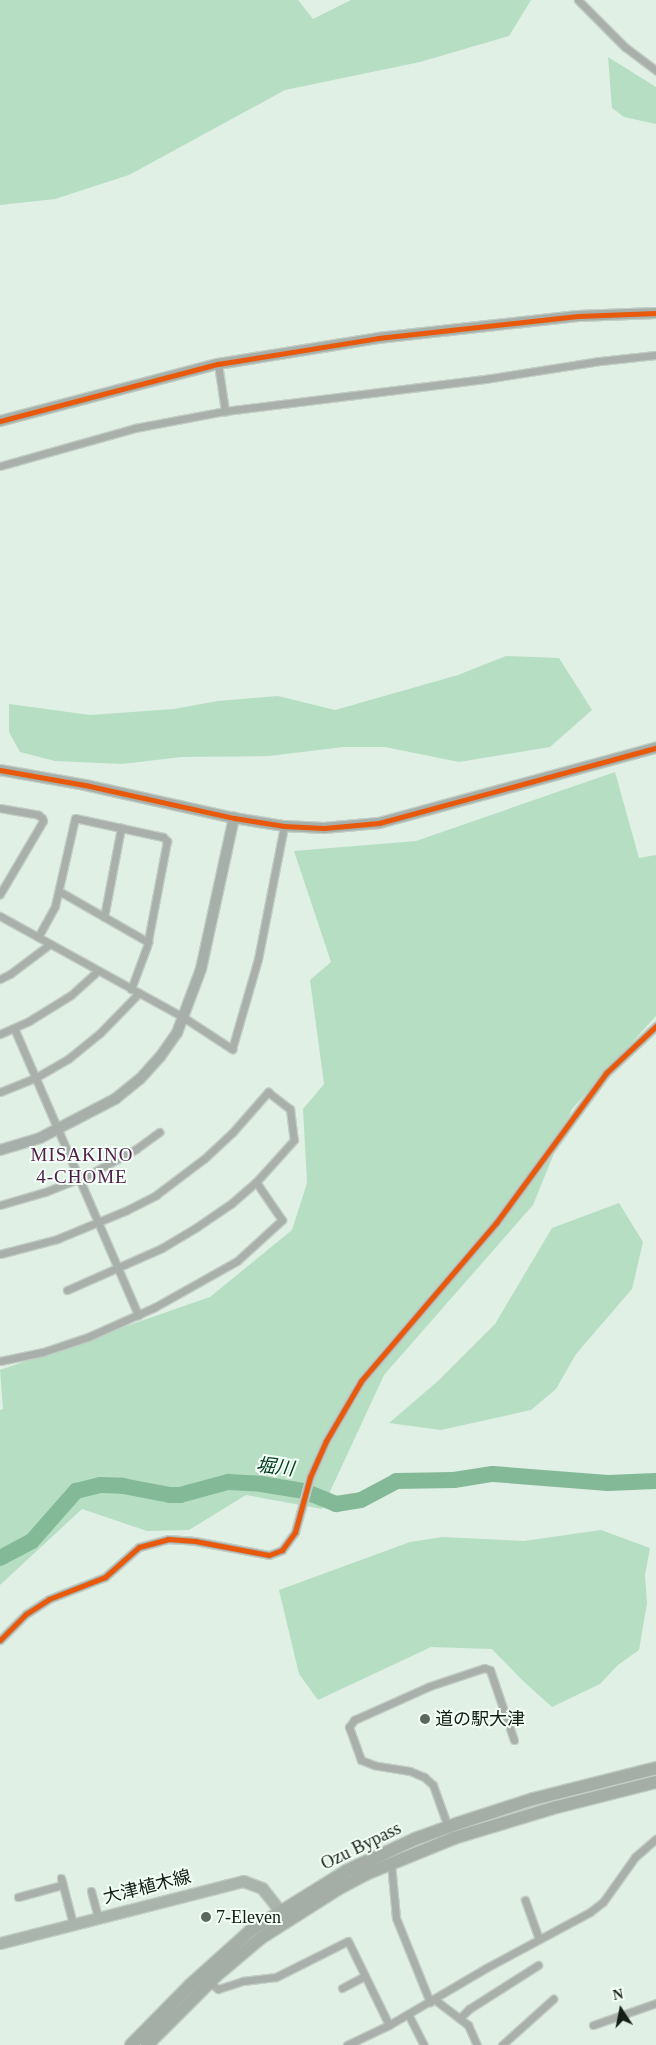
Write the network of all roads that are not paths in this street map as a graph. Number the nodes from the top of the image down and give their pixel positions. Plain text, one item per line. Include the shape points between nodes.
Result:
1 (578, 0) edge
2 (656, 70) edge
3 (656, 313) edge
4 (656, 355) edge
5 (218, 364) junction
6 (225, 411) junction
7 (0, 421) edge
8 (0, 466) edge
9 (656, 748) edge
10 (0, 770) edge
11 (0, 808) edge
12 (234, 818) junction
13 (284, 826) junction
14 (121, 828) junction
15 (59, 892) junction
16 (0, 894) edge
17 (1, 917) edge
18 (104, 917) junction
19 (38, 937) junction
20 (148, 942) junction
21 (50, 944) junction
22 (98, 971) junction
23 (0, 979) edge
24 (131, 989) junction
25 (138, 993) junction
26 (183, 1017) junction
27 (656, 1026) edge
28 (14, 1028) junction
29 (0, 1034) edge
30 (35, 1078) junction
31 (0, 1092) edge
32 (58, 1129) junction
33 (159, 1132) dead end
34 (0, 1150) edge
35 (79, 1178) junction
36 (256, 1182) junction
37 (0, 1205) edge
38 (99, 1222) junction
39 (0, 1254) edge
40 (119, 1268) junction
41 (67, 1290) dead end
42 (138, 1315) junction
43 (0, 1361) edge
44 (0, 1640) edge
45 (514, 1740) dead end
46 (656, 1770) edge
47 (656, 1782) edge
48 (448, 1827) junction
49 (656, 1839) edge
50 (391, 1863) junction
51 (91, 1891) dead end
52 (18, 1897) dead end
53 (526, 1900) dead end
54 (283, 1916) junction
55 (98, 1918) junction
56 (73, 1924) junction
57 (539, 1939) junction
58 (0, 1943) edge
59 (538, 1965) dead end
60 (365, 1976) junction
61 (210, 1982) junction
62 (342, 1988) dead end
63 (554, 1999) dead end
64 (432, 2001) junction
65 (656, 2003) edge
66 (408, 2014) junction
67 (460, 2018) junction
68 (389, 2025) junction
69 (593, 2025) dead end
70 (131, 2045) edge
71 (148, 2045) edge
72 (347, 2045) edge
73 (424, 2045) edge
74 (477, 2045) edge
75 (502, 2045) edge

1 - 2 street via 625,47
3 - 5 street via 578,316 378,338
4 - 6 street
5 - 6 street
5 - 7 street
6 - 8 street via 135,428
9 - 13 street via 379,823 324,828
10 - 12 street
11 - 16 street via 38,816 43,821
12 - 13 street
12 - 26 street via 201,969
13 - 26 street via 258,959 232,1049
14 - 15 street via 75,818
14 - 18 street
14 - 20 street via 163,837 167,841
15 - 18 street
15 - 19 street
17 - 19 street
18 - 20 street
19 - 21 street
20 - 24 street
21 - 22 street
21 - 23 street
22 - 24 street
22 - 28 street via 71,995
24 - 25 street
25 - 26 street
25 - 30 street via 100,1033 68,1059
26 - 32 street via 160,1058 140,1079 115,1099
27 - 44 street via 606,1073 496,1224 361,1381 318,1459 295,1532 282,1550 269,1555 168,1539 140,1547 105,1577 49,1599 26,1614
28 - 29 street
28 - 30 street
30 - 31 street
30 - 32 street
32 - 34 street
32 - 35 street
33 - 35 street via 136,1149
35 - 37 street
35 - 38 street
36 - 38 street via 294,1140 290,1109 268,1092 232,1133 180,1179 156,1195
36 - 40 street via 197,1227
36 - 42 street via 282,1220 237,1261
38 - 39 street via 57,1239
38 - 40 street
40 - 41 street
40 - 42 street
42 - 43 street via 43,1352
45 - 48 street via 490,1670 484,1668 430,1686 354,1720 349,1727 361,1760 424,1777 433,1785
46 - 48 highway, Ozu Bypass via 533,1799
47 - 50 highway, Ozu Bypass via 454,1838
48 - 54 highway, Ozu Bypass via 346,1871
49 - 57 street via 635,1857 603,1902
50 - 54 highway, Ozu Bypass
50 - 64 street via 396,1918
51 - 55 street
52 - 56 street via 61,1881
53 - 57 street
54 - 55 main road, 大津植木線 via 262,1888 243,1881
54 - 61 highway, Ozu Bypass
54 - 70 highway, Ozu Bypass via 251,1930
55 - 56 main road, 大津植木線
56 - 58 main road, 大津植木線
57 - 64 street
59 - 67 street
60 - 61 street via 348,1941 276,1977 243,1981 218,1990
60 - 62 street
60 - 68 street
61 - 71 highway, Ozu Bypass
63 - 75 street
64 - 66 street
64 - 67 street
65 - 69 street
66 - 68 street
66 - 73 street
67 - 74 street via 472,2032
68 - 72 street

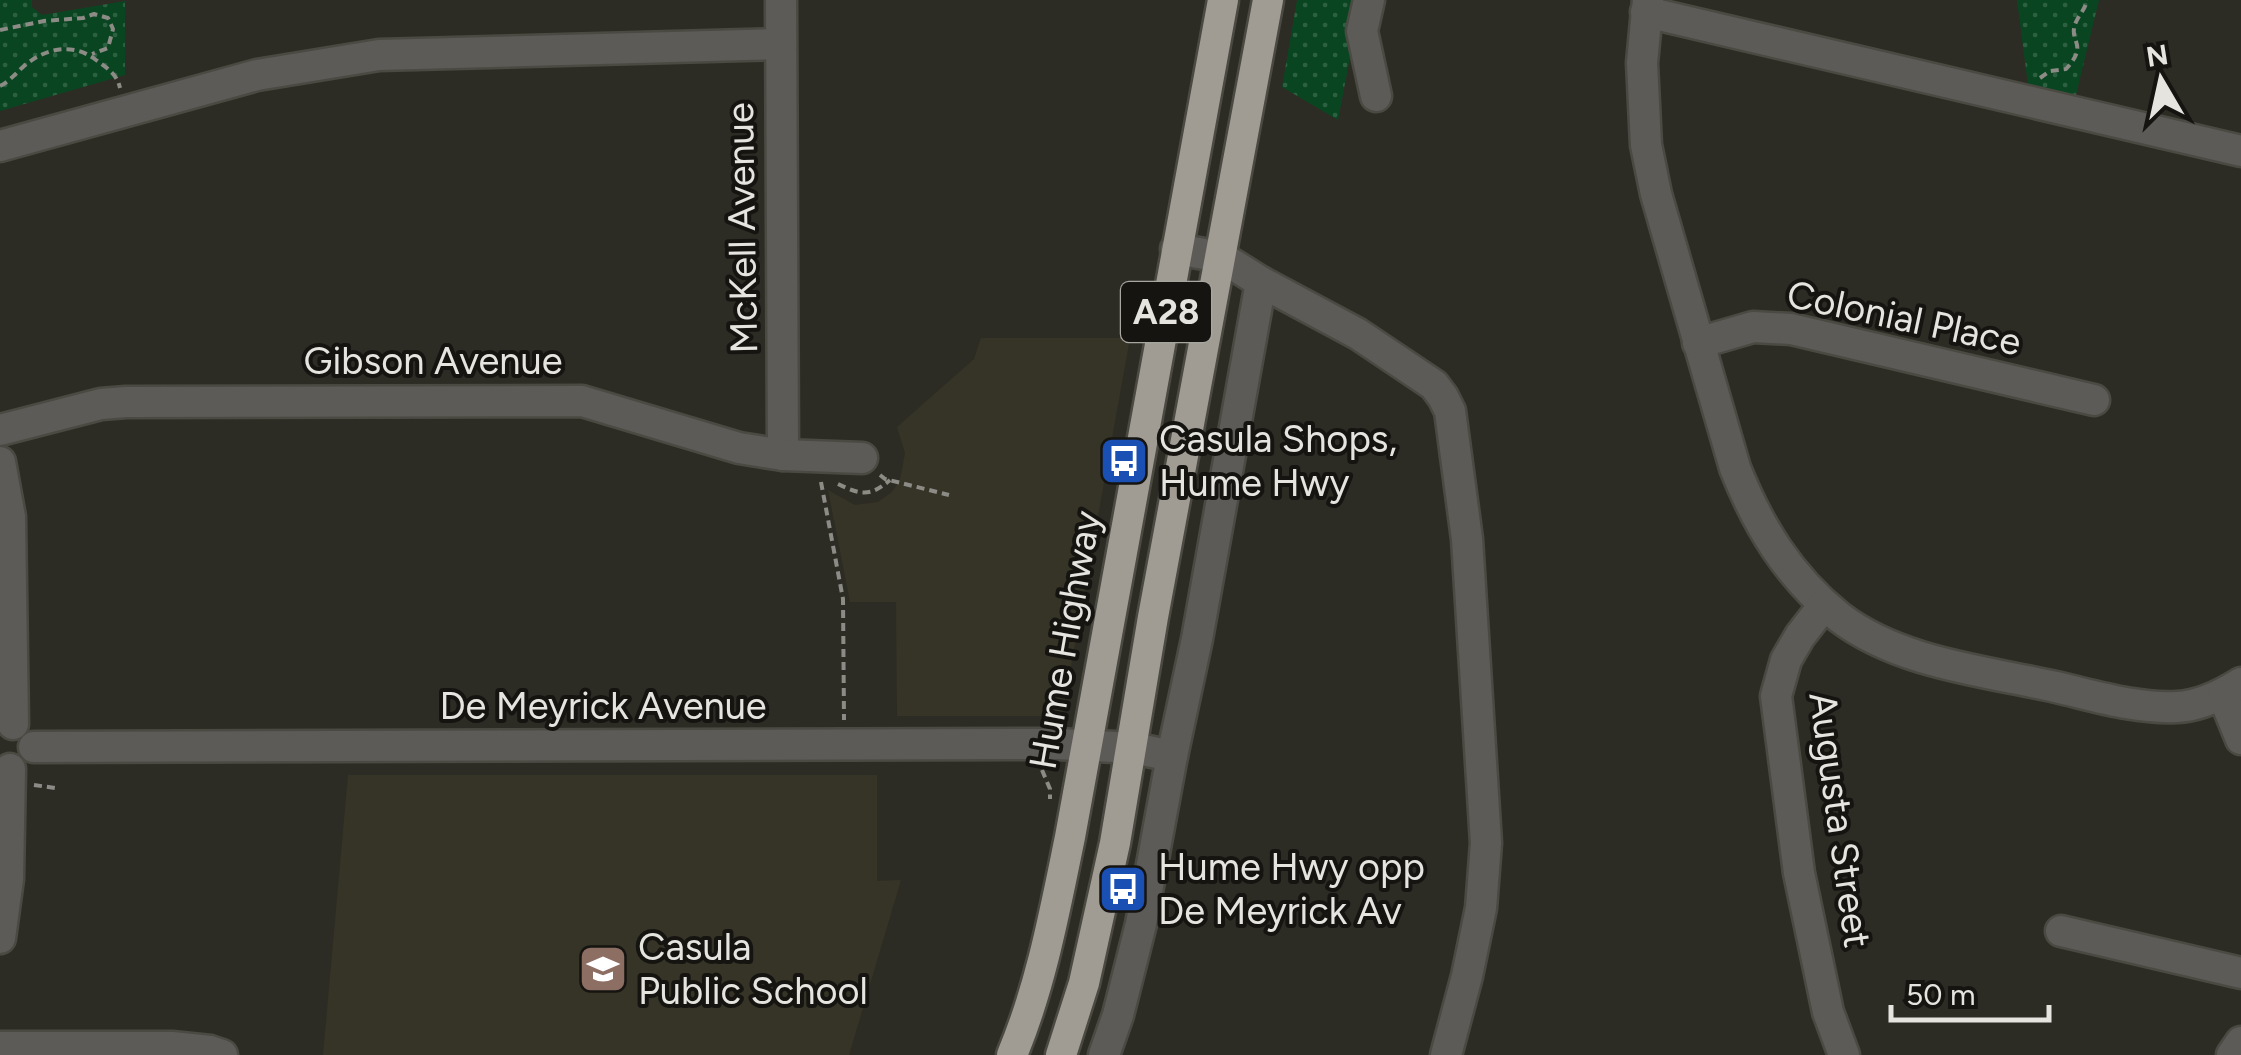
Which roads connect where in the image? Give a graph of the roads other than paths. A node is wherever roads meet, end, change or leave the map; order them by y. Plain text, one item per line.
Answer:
1 (781, 0) edge
2 (1223, 0) edge
3 (1268, 0) edge
4 (1369, 0) edge
5 (1647, 6) edge
6 (780, 44) junction
7 (1376, 96) dead end
8 (0, 146) edge
9 (2241, 151) edge
10 (1176, 249) junction
11 (1221, 257) junction
12 (1261, 282) junction
13 (1698, 343) junction
14 (2094, 400) dead end
15 (0, 430) edge
16 (784, 455) junction
17 (862, 458) road end
18 (0, 462) edge
19 (1824, 604) junction
20 (2232, 689) edge
21 (16, 733) edge
22 (2241, 738) edge
23 (1087, 744) junction
24 (1133, 748) junction
25 (1172, 756) junction
26 (15, 774) edge
27 (2061, 931) dead end
28 (0, 938) edge
29 (2241, 973) edge
30 (2241, 1042) edge
31 (0, 1047) edge
32 (222, 1055) edge
33 (1012, 1055) edge
34 (1061, 1055) edge
35 (1104, 1055) edge
36 (1446, 1055) edge
37 (1844, 1055) edge
38 (2232, 1055) edge

1 - 6 street, McKell Avenue
2 - 10 highway, Hume Highway / A28
3 - 11 highway, A28
4 - 7 street
5 - 9 street
5 - 13 street
6 - 8 street
6 - 16 street, McKell Avenue
10 - 11 street
10 - 23 highway, Hume Highway / A28
11 - 12 street
11 - 24 highway, A28
12 - 25 street
12 - 36 street
13 - 14 street, Colonial Place
13 - 19 street
15 - 16 street, Gibson Avenue
16 - 17 street, Gibson Avenue
18 - 21 street
19 - 20 street
19 - 37 street, Augusta Street
20 - 22 street
21 - 23 street, De Meyrick Avenue
21 - 26 street
23 - 24 street, De Meyrick Avenue
23 - 33 highway, Hume Highway / A28
24 - 25 street, De Meyrick Avenue
24 - 34 highway, A28
25 - 35 street
26 - 28 street
27 - 29 street
30 - 38 street
31 - 32 street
★ ★ ★ ★ ★ ★ ★
§ **Task statement**
Please copy out the whole listing exactly, minus its pictures.

§ **Answer below**
Write the network of all roads that are not paths in this street map as a graph. Number the nodes from the top of the image down and give their pixel positions. Plain text, one item per line. Include the shape points between nodes.
Result:
1 (578, 0) edge
2 (656, 70) edge
3 (656, 313) edge
4 (656, 355) edge
5 (218, 364) junction
6 (225, 411) junction
7 (0, 421) edge
8 (0, 466) edge
9 (656, 748) edge
10 (0, 770) edge
11 (0, 808) edge
12 (234, 818) junction
13 (284, 826) junction
14 (121, 828) junction
15 (59, 892) junction
16 (0, 894) edge
17 (1, 917) edge
18 (104, 917) junction
19 (38, 937) junction
20 (148, 942) junction
21 (50, 944) junction
22 (98, 971) junction
23 (0, 979) edge
24 (131, 989) junction
25 (138, 993) junction
26 (183, 1017) junction
27 (656, 1026) edge
28 (14, 1028) junction
29 (0, 1034) edge
30 (35, 1078) junction
31 (0, 1092) edge
32 (58, 1129) junction
33 (159, 1132) dead end
34 (0, 1150) edge
35 (79, 1178) junction
36 (256, 1182) junction
37 (0, 1205) edge
38 (99, 1222) junction
39 (0, 1254) edge
40 (119, 1268) junction
41 (67, 1290) dead end
42 (138, 1315) junction
43 (0, 1361) edge
44 (0, 1640) edge
45 (514, 1740) dead end
46 (656, 1770) edge
47 (656, 1782) edge
48 (448, 1827) junction
49 (656, 1839) edge
50 (391, 1863) junction
51 (91, 1891) dead end
52 (18, 1897) dead end
53 (526, 1900) dead end
54 (283, 1916) junction
55 (98, 1918) junction
56 (73, 1924) junction
57 (539, 1939) junction
58 (0, 1943) edge
59 (538, 1965) dead end
60 (365, 1976) junction
61 (210, 1982) junction
62 (342, 1988) dead end
63 (554, 1999) dead end
64 (432, 2001) junction
65 (656, 2003) edge
66 (408, 2014) junction
67 (460, 2018) junction
68 (389, 2025) junction
69 (593, 2025) dead end
70 (131, 2045) edge
71 (148, 2045) edge
72 (347, 2045) edge
73 (424, 2045) edge
74 (477, 2045) edge
75 (502, 2045) edge

1 - 2 street via 625,47
3 - 5 street via 578,316 378,338
4 - 6 street
5 - 6 street
5 - 7 street
6 - 8 street via 135,428
9 - 13 street via 379,823 324,828
10 - 12 street
11 - 16 street via 38,816 43,821
12 - 13 street
12 - 26 street via 201,969
13 - 26 street via 258,959 232,1049
14 - 15 street via 75,818
14 - 18 street
14 - 20 street via 163,837 167,841
15 - 18 street
15 - 19 street
17 - 19 street
18 - 20 street
19 - 21 street
20 - 24 street
21 - 22 street
21 - 23 street
22 - 24 street
22 - 28 street via 71,995
24 - 25 street
25 - 26 street
25 - 30 street via 100,1033 68,1059
26 - 32 street via 160,1058 140,1079 115,1099
27 - 44 street via 606,1073 496,1224 361,1381 318,1459 295,1532 282,1550 269,1555 168,1539 140,1547 105,1577 49,1599 26,1614
28 - 29 street
28 - 30 street
30 - 31 street
30 - 32 street
32 - 34 street
32 - 35 street
33 - 35 street via 136,1149
35 - 37 street
35 - 38 street
36 - 38 street via 294,1140 290,1109 268,1092 232,1133 180,1179 156,1195
36 - 40 street via 197,1227
36 - 42 street via 282,1220 237,1261
38 - 39 street via 57,1239
38 - 40 street
40 - 41 street
40 - 42 street
42 - 43 street via 43,1352
45 - 48 street via 490,1670 484,1668 430,1686 354,1720 349,1727 361,1760 424,1777 433,1785
46 - 48 highway, Ozu Bypass via 533,1799
47 - 50 highway, Ozu Bypass via 454,1838
48 - 54 highway, Ozu Bypass via 346,1871
49 - 57 street via 635,1857 603,1902
50 - 54 highway, Ozu Bypass
50 - 64 street via 396,1918
51 - 55 street
52 - 56 street via 61,1881
53 - 57 street
54 - 55 main road, 大津植木線 via 262,1888 243,1881
54 - 61 highway, Ozu Bypass
54 - 70 highway, Ozu Bypass via 251,1930
55 - 56 main road, 大津植木線
56 - 58 main road, 大津植木線
57 - 64 street
59 - 67 street
60 - 61 street via 348,1941 276,1977 243,1981 218,1990
60 - 62 street
60 - 68 street
61 - 71 highway, Ozu Bypass
63 - 75 street
64 - 66 street
64 - 67 street
65 - 69 street
66 - 68 street
66 - 73 street
67 - 74 street via 472,2032
68 - 72 street

Which roads connect where in the image? Give a graph of the roads other than paths. A node is wherever roads meet, end, change or leave the map; order them by y. Plain text, one item per line.
Answer:
1 (781, 0) edge
2 (1223, 0) edge
3 (1268, 0) edge
4 (1369, 0) edge
5 (1647, 6) edge
6 (780, 44) junction
7 (1376, 96) dead end
8 (0, 146) edge
9 (2241, 151) edge
10 (1176, 249) junction
11 (1221, 257) junction
12 (1261, 282) junction
13 (1698, 343) junction
14 (2094, 400) dead end
15 (0, 430) edge
16 (784, 455) junction
17 (862, 458) road end
18 (0, 462) edge
19 (1824, 604) junction
20 (2232, 689) edge
21 (16, 733) edge
22 (2241, 738) edge
23 (1087, 744) junction
24 (1133, 748) junction
25 (1172, 756) junction
26 (15, 774) edge
27 (2061, 931) dead end
28 (0, 938) edge
29 (2241, 973) edge
30 (2241, 1042) edge
31 (0, 1047) edge
32 (222, 1055) edge
33 (1012, 1055) edge
34 (1061, 1055) edge
35 (1104, 1055) edge
36 (1446, 1055) edge
37 (1844, 1055) edge
38 (2232, 1055) edge

1 - 6 street, McKell Avenue
2 - 10 highway, Hume Highway / A28
3 - 11 highway, A28
4 - 7 street
5 - 9 street
5 - 13 street
6 - 8 street
6 - 16 street, McKell Avenue
10 - 11 street
10 - 23 highway, Hume Highway / A28
11 - 12 street
11 - 24 highway, A28
12 - 25 street
12 - 36 street
13 - 14 street, Colonial Place
13 - 19 street
15 - 16 street, Gibson Avenue
16 - 17 street, Gibson Avenue
18 - 21 street
19 - 20 street
19 - 37 street, Augusta Street
20 - 22 street
21 - 23 street, De Meyrick Avenue
21 - 26 street
23 - 24 street, De Meyrick Avenue
23 - 33 highway, Hume Highway / A28
24 - 25 street, De Meyrick Avenue
24 - 34 highway, A28
25 - 35 street
26 - 28 street
27 - 29 street
30 - 38 street
31 - 32 street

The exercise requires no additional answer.